• WORK TO COMPLETE: Within the listing below, determine how many lines hold the word "lane". Give the number with no commentary.

• INFORMATION GIVEN:
━━━━━━━━
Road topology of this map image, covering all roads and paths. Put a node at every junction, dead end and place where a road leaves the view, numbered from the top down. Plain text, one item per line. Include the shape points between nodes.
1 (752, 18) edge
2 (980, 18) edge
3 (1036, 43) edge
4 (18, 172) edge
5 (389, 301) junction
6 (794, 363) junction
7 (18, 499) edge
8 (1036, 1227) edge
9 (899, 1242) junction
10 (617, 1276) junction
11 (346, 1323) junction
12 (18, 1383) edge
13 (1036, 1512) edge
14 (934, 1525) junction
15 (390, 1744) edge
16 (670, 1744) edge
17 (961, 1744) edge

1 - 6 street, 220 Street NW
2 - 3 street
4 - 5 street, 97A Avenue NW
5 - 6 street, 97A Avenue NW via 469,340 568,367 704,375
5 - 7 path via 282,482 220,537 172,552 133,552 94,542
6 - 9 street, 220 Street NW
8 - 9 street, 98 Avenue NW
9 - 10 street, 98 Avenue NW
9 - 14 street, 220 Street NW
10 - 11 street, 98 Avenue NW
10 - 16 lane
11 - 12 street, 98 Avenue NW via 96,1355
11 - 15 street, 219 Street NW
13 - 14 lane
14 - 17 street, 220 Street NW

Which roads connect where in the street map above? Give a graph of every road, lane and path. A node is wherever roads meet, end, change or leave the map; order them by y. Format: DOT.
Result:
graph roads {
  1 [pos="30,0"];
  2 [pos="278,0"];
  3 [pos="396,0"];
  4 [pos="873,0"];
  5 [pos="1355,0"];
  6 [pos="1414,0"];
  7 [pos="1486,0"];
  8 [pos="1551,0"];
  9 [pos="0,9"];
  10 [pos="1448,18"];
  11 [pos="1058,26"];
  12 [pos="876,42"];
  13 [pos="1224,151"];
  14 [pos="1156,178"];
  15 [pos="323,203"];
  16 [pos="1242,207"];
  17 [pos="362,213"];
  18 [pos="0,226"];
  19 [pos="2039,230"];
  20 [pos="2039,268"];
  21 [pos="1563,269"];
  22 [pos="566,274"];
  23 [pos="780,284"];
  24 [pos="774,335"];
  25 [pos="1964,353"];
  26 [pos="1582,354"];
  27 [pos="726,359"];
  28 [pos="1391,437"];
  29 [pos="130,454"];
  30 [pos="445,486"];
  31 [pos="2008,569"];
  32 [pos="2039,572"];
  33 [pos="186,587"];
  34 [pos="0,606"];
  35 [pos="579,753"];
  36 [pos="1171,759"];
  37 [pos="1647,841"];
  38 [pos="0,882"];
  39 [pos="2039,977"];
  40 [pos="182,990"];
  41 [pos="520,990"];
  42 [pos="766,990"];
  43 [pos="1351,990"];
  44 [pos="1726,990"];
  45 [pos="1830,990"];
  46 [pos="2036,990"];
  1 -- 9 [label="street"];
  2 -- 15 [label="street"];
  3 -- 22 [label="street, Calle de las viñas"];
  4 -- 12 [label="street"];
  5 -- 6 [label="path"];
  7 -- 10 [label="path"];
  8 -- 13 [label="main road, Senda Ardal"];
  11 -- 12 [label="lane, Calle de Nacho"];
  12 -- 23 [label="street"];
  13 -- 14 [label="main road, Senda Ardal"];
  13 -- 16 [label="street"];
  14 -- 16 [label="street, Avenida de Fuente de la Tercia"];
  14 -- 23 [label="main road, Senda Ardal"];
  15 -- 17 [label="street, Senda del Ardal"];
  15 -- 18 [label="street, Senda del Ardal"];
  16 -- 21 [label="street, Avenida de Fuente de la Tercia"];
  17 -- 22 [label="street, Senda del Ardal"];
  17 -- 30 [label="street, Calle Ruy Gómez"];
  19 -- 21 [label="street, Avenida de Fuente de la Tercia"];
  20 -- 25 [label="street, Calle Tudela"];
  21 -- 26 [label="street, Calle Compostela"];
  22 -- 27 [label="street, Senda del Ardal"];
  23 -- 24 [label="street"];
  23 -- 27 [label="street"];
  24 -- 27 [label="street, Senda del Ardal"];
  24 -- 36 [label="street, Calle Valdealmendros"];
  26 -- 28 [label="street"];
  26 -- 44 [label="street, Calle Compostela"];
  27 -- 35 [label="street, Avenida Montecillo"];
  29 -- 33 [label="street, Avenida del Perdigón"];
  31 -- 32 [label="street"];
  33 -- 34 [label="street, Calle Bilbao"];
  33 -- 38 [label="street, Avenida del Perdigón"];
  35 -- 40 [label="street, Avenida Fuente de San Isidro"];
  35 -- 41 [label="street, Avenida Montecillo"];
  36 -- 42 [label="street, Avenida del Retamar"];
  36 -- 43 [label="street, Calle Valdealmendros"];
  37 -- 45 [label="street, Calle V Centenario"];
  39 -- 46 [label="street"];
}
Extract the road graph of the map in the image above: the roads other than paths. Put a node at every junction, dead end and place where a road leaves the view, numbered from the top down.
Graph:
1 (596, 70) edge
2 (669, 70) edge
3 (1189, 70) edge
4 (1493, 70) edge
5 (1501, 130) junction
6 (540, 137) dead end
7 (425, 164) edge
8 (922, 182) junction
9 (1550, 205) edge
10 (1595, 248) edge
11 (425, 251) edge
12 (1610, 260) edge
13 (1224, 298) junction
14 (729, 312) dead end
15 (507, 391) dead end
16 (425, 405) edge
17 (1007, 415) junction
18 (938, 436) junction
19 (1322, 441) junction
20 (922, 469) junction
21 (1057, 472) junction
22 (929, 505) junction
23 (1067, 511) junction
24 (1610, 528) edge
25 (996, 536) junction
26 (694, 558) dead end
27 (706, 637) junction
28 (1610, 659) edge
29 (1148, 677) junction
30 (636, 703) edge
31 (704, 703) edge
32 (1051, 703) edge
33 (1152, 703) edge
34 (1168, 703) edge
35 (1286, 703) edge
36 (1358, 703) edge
━━━━━━━━
• SOLUTION TO THIS TASK: 4